EXERCISE AIM: Scan the records below for the string "screen" and return every line where it appears.

[Data items]
╔══

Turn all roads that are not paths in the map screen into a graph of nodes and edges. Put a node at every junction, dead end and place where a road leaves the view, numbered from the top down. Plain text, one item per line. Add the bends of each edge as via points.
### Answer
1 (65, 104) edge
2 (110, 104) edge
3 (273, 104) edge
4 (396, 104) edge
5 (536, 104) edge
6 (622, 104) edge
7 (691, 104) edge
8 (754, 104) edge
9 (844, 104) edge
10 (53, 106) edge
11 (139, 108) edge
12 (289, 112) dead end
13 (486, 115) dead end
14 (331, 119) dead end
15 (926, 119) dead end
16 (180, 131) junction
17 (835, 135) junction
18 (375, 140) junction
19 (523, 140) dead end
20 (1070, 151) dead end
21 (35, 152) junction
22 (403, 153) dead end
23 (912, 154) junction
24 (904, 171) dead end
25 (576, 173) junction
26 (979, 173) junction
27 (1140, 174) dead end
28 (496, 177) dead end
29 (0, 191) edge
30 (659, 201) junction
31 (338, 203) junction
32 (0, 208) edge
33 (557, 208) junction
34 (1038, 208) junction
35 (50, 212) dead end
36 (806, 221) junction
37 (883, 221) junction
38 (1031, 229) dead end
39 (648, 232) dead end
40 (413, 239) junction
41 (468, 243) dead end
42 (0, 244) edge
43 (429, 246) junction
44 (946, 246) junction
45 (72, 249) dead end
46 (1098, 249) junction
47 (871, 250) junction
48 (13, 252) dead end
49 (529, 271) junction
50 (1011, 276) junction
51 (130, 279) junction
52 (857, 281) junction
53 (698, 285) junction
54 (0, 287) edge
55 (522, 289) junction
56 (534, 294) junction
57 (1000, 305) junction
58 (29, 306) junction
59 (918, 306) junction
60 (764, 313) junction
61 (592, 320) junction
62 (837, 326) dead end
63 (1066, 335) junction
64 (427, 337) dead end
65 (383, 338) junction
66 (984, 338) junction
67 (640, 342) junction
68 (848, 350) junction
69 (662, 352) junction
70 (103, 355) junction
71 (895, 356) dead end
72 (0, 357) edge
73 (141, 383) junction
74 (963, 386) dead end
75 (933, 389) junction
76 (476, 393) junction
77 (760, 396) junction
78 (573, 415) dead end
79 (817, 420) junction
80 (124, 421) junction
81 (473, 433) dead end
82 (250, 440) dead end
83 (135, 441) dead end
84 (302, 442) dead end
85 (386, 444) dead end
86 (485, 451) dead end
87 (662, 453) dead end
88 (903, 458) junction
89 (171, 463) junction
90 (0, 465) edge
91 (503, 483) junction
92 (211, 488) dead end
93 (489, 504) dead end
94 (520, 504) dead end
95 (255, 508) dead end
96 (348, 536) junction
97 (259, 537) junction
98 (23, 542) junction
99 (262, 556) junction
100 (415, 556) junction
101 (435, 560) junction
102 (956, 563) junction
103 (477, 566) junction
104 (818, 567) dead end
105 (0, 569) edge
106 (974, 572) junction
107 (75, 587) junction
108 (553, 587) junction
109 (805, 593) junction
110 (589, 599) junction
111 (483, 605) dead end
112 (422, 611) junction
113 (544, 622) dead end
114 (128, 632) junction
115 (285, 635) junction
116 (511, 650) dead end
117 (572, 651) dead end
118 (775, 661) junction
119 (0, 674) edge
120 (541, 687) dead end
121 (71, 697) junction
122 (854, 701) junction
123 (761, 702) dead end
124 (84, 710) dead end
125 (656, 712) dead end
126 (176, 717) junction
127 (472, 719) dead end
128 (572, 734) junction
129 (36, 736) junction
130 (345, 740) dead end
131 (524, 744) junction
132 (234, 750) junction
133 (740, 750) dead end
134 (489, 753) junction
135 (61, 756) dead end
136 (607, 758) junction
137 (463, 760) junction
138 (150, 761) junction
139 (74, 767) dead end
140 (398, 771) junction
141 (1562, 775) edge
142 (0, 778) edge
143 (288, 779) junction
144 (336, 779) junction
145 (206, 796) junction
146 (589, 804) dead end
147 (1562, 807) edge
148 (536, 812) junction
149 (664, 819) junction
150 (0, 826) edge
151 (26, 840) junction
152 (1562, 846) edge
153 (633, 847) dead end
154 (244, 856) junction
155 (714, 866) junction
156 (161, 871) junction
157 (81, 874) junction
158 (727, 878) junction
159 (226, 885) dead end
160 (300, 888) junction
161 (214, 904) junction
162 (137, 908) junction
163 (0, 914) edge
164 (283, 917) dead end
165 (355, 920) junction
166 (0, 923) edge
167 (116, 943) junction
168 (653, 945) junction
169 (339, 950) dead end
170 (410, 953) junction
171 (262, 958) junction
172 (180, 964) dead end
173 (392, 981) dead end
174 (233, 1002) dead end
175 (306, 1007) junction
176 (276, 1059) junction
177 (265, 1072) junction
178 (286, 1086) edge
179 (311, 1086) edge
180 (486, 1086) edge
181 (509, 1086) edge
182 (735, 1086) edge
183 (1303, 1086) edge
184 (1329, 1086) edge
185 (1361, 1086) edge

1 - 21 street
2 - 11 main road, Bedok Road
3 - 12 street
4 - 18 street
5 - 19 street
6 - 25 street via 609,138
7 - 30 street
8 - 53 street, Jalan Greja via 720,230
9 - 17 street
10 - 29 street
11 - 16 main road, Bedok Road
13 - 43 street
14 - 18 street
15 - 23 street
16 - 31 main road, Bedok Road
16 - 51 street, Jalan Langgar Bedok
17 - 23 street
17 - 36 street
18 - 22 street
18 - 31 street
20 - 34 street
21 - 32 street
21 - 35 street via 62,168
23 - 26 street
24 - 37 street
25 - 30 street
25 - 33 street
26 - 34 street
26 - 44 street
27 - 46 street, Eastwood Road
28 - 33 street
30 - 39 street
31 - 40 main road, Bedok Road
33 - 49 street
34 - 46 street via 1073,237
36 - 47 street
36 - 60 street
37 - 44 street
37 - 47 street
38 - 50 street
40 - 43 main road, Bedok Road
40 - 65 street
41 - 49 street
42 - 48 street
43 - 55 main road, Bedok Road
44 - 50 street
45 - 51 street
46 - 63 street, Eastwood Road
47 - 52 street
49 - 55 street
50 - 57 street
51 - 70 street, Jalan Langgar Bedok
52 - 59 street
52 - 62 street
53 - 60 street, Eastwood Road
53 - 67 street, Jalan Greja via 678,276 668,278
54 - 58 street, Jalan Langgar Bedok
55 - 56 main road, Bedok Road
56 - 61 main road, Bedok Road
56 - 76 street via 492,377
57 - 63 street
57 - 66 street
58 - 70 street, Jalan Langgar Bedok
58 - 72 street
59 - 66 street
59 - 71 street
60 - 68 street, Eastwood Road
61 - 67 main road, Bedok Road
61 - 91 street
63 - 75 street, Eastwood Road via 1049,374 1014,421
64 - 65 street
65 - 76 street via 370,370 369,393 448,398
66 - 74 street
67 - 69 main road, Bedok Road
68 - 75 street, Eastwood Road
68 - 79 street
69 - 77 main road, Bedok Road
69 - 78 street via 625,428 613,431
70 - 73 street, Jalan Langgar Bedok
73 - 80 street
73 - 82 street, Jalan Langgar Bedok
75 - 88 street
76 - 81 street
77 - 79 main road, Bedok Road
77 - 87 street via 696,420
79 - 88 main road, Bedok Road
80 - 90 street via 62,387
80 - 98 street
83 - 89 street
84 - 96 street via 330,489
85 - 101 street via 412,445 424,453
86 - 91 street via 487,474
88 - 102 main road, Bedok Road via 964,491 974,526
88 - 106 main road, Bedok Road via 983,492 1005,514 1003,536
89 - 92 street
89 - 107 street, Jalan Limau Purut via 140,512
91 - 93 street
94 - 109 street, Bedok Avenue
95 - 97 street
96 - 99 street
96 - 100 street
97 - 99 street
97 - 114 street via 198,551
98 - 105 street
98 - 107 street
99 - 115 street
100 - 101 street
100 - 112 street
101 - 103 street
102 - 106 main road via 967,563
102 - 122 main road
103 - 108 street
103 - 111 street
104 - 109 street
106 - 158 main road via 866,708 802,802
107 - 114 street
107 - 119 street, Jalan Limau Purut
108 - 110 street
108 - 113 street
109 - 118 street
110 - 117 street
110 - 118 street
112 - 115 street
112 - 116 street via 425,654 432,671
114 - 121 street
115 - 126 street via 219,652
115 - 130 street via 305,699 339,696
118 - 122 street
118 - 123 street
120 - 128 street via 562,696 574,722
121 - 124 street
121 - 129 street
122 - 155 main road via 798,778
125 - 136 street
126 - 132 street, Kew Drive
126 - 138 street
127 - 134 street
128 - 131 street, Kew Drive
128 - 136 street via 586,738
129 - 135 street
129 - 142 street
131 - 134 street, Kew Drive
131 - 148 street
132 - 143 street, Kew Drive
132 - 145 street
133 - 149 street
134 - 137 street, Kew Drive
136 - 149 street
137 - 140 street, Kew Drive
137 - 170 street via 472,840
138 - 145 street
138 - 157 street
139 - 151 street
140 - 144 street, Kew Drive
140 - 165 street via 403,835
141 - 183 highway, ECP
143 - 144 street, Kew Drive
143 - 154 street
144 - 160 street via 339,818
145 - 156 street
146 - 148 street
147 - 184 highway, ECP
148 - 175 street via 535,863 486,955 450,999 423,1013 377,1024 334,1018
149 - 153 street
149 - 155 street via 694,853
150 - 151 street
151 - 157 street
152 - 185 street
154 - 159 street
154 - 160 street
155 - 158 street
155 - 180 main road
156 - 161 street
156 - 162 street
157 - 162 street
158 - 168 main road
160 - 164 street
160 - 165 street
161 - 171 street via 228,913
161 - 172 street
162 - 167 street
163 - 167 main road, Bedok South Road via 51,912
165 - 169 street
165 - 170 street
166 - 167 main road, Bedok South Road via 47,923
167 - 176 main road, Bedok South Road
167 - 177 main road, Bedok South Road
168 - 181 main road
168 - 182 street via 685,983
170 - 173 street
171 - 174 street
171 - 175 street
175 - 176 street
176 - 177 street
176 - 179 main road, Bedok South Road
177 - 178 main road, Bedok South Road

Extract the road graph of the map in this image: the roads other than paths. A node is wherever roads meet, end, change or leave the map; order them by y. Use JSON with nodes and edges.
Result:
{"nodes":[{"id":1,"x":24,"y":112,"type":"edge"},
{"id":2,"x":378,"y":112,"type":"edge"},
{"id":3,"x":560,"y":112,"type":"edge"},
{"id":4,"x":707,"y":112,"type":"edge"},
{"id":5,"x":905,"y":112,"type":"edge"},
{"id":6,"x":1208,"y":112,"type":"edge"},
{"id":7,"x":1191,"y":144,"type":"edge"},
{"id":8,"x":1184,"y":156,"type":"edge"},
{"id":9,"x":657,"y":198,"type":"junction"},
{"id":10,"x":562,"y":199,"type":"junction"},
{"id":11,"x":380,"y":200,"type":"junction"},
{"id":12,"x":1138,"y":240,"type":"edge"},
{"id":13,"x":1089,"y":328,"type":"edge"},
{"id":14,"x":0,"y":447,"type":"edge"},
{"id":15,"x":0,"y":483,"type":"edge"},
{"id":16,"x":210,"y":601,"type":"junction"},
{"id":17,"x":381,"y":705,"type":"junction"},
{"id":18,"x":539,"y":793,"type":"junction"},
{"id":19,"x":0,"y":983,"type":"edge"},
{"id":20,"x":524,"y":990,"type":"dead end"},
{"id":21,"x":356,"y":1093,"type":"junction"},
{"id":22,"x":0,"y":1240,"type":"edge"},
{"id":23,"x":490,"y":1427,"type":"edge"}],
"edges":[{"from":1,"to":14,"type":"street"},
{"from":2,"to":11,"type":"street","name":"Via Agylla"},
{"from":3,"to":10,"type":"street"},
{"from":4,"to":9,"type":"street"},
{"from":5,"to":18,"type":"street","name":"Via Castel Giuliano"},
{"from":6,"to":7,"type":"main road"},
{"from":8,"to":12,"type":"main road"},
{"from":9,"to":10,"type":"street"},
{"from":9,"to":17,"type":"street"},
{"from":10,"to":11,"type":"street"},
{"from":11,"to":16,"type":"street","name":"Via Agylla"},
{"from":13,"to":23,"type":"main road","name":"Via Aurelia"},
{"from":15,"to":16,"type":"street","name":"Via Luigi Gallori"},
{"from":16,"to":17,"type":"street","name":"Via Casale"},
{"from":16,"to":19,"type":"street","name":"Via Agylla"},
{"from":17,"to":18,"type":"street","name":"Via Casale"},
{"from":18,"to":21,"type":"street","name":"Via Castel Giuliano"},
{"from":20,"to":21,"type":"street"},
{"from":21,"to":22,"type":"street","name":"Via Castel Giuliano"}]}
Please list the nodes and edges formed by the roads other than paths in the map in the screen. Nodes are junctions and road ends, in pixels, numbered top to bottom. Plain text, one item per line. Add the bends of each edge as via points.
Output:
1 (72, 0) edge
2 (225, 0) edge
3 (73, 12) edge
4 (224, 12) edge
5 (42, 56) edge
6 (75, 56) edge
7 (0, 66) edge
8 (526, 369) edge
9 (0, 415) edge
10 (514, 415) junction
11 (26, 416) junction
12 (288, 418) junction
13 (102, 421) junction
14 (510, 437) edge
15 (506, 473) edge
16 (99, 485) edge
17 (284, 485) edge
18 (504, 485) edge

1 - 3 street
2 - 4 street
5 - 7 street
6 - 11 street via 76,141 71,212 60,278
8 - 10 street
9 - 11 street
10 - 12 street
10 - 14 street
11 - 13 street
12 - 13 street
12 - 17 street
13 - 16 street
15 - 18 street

╚══

WRITTEN SOLUTION:
Turn all roads that are not paths in the map screen into a graph of nodes and edges. Put a node at every junction, dead end and place where a road leaves the view, numbered from the top down. Plain text, one item per line. Add the bends of each edge as via points.
Please list the nodes and edges formed by the roads other than paths in the map in the screen. Nodes are junctions and road ends, in pixels, numbered top to bottom. Plain text, one item per line. Add the bends of each edge as via points.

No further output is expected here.